Alberta increases consequences of impaired driving

New impaired driving laws are coming into effect in Alberta this month, which means police officers will have more roadside powers over those driving under the influence.

Previously, a level of 0.08 or higher was required for a ticket, but now officers can issue a 90-day suspension for the same offence, which is then followed by a one-year ignition interlock program that requires drivers to pass an in-car breathalyzer test in order to start their vehicles. The new laws also introduce zero tolerance for cannabis use for learners or probationary license holders.

Transportation Minister Brian Mason is hoping the new laws will make Alberta roads safer, and that they will “reduce the incidence of serious injury and death as a result of impaired driving.”

In 2010, British Columbia largely decriminalized impaired driving, and some believe that the Alberta government is planning to move in the same direction in an effort to clear out Alberta’s court system.

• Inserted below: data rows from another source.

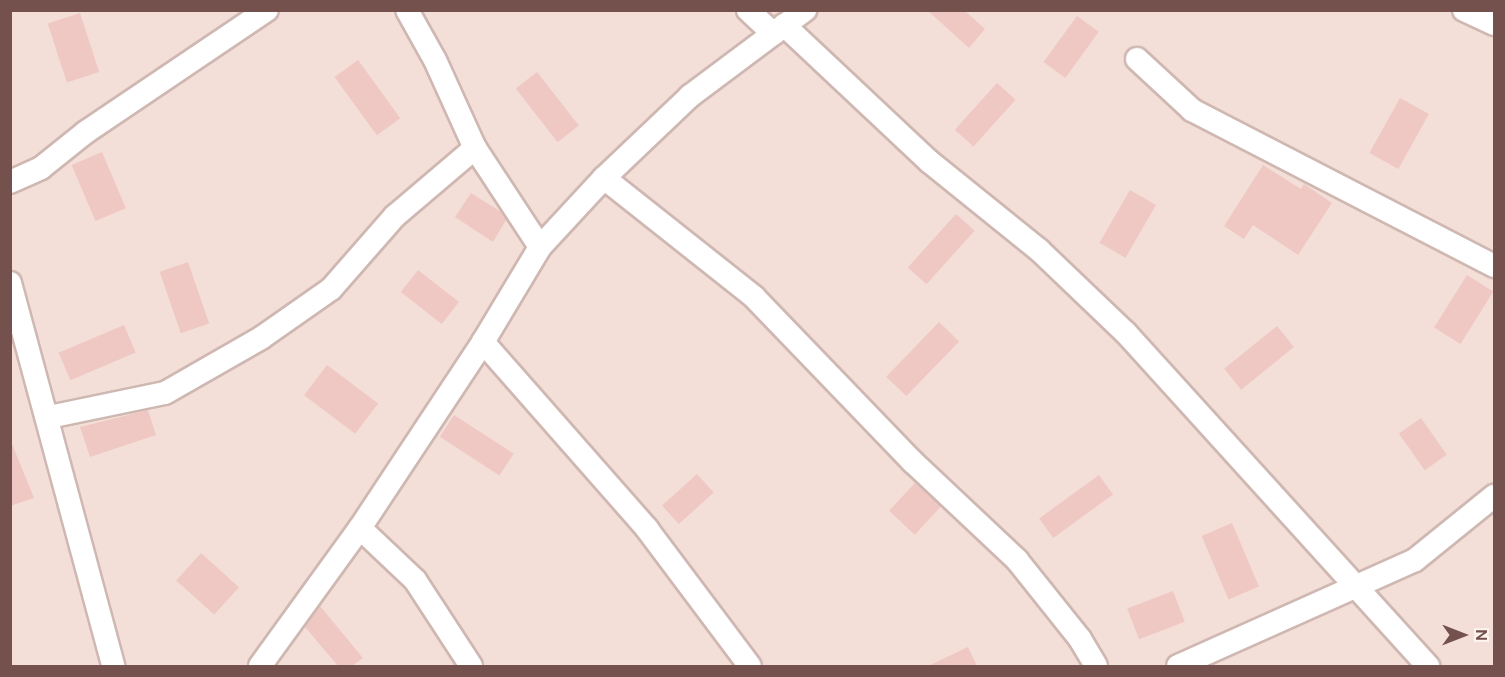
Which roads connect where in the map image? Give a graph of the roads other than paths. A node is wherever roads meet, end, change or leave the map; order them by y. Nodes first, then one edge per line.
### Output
1 (267, 10) edge
2 (407, 10) edge
3 (748, 10) edge
4 (805, 10) edge
5 (1464, 10) edge
6 (1494, 24) edge
7 (779, 30) junction
8 (1137, 59) dead end
9 (475, 148) junction
10 (604, 178) junction
11 (10, 182) edge
12 (540, 247) junction
13 (1494, 266) edge
14 (10, 283) edge
15 (483, 342) junction
16 (49, 417) junction
17 (1494, 496) edge
18 (360, 528) junction
19 (1358, 587) junction
20 (113, 666) edge
21 (260, 666) edge
22 (471, 666) edge
23 (750, 666) edge
24 (1096, 666) edge
25 (1178, 666) edge
26 (1428, 666) edge

1 - 11 street
2 - 9 street
3 - 7 street
4 - 7 street
5 - 6 street
7 - 10 street
7 - 19 street
8 - 13 street
9 - 12 street
9 - 16 street
10 - 12 street
10 - 24 street
12 - 15 street
14 - 16 street
15 - 18 street
15 - 23 street
16 - 20 street
17 - 19 street
18 - 21 street
18 - 22 street
19 - 25 street
19 - 26 street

“If you stop charging for things, it becomes a lot less expensive,” says Edmonton lawyer Shannon Gunn Emery. “You don’t need as many judges, not as many clerks, not as many Crown prosecutors, not as much court time…The officers who would normally spend two or three hours doing an impaired driving investigation now only have to spend 20 minutes for each one. And every one of those they’re going to have fines … and that’s just going to fill up the coffers, so it’s a win-win for the government.”

This doesn’t necessarily benefit drivers, as it gives officers discretion to investigate at roadside and “basically convict, for all intents and purposes, and sentence, right then and there,” Emery says. “You have all the stigma and all the negative consequences of a criminal conviction without any of the procedural protections that are in place that are there under the criminal code.”

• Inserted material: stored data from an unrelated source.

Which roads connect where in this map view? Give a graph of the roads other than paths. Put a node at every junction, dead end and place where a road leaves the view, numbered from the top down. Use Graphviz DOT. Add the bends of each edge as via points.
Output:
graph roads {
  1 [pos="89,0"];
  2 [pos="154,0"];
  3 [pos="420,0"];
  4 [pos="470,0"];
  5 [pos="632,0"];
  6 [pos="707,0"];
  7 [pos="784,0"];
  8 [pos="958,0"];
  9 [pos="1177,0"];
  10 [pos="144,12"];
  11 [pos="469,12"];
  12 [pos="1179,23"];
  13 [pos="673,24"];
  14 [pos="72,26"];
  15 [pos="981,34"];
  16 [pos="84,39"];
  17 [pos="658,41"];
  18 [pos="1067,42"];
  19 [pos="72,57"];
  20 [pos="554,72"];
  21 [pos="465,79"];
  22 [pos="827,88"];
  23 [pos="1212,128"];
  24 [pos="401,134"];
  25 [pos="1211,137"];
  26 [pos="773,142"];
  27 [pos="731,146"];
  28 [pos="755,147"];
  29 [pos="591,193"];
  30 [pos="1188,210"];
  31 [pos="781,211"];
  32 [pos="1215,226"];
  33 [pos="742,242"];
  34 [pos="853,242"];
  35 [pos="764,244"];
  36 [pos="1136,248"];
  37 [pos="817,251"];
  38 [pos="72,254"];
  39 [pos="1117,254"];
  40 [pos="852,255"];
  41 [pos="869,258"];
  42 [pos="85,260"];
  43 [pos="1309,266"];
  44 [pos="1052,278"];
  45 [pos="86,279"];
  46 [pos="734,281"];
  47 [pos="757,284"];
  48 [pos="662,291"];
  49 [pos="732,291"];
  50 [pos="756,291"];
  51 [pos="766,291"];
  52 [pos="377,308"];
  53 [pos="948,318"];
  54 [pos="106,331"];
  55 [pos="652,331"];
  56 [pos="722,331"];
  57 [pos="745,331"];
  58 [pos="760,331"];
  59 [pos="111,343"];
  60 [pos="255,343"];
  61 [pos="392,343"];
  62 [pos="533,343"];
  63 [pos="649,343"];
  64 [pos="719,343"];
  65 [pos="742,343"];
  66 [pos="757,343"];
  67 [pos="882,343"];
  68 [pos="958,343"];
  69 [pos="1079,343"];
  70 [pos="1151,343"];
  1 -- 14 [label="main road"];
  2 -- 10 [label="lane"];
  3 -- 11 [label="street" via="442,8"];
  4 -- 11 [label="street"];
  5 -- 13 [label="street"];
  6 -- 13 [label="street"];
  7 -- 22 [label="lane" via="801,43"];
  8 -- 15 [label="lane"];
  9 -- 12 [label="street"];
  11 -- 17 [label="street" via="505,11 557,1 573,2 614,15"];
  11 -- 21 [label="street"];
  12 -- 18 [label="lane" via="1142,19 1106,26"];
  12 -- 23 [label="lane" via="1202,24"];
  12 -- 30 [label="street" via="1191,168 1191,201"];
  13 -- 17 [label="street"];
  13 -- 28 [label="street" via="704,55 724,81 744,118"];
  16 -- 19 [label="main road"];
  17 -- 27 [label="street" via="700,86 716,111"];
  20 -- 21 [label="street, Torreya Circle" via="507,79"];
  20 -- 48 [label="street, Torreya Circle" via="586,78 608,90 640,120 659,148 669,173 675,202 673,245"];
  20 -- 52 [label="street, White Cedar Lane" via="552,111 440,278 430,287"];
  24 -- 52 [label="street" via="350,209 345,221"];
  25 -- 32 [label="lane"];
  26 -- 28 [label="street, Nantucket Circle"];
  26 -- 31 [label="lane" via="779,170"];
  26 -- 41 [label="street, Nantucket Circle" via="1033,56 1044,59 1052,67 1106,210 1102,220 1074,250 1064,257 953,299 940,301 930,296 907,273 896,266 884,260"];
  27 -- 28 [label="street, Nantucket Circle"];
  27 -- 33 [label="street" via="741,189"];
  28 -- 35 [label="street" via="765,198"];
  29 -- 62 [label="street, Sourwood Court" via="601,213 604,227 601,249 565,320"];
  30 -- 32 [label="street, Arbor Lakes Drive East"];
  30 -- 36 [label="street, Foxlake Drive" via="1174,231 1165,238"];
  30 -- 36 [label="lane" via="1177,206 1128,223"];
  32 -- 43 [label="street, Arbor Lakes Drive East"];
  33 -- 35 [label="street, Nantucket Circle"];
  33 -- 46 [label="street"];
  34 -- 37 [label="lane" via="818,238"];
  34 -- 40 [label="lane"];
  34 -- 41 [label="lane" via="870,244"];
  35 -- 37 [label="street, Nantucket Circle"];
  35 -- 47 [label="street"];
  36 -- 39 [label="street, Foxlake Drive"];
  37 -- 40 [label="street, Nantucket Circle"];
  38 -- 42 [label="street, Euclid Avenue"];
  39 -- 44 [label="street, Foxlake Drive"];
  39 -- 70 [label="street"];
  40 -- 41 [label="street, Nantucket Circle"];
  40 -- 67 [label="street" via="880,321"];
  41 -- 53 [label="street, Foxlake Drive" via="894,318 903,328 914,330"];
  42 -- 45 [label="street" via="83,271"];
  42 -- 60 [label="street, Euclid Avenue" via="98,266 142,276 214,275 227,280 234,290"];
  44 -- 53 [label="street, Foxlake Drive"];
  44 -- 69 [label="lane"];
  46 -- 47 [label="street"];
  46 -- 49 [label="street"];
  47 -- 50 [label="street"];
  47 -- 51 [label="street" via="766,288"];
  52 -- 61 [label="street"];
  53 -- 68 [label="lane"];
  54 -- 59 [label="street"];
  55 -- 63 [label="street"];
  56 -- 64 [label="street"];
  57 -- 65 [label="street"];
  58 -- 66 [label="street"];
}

Mason has said that decriminalization is not the focus of the new legislation, and that while clearing the court system is a worthwhile endeavour, it’s not happening at the expense of the decriminalization of cannabis and alcohol impaired driving.

“[Although the roadside suspension] doesn’t result in a criminal record,” he said, “[it] actually gets very high levels of compliance where it’s been implemented in other places.”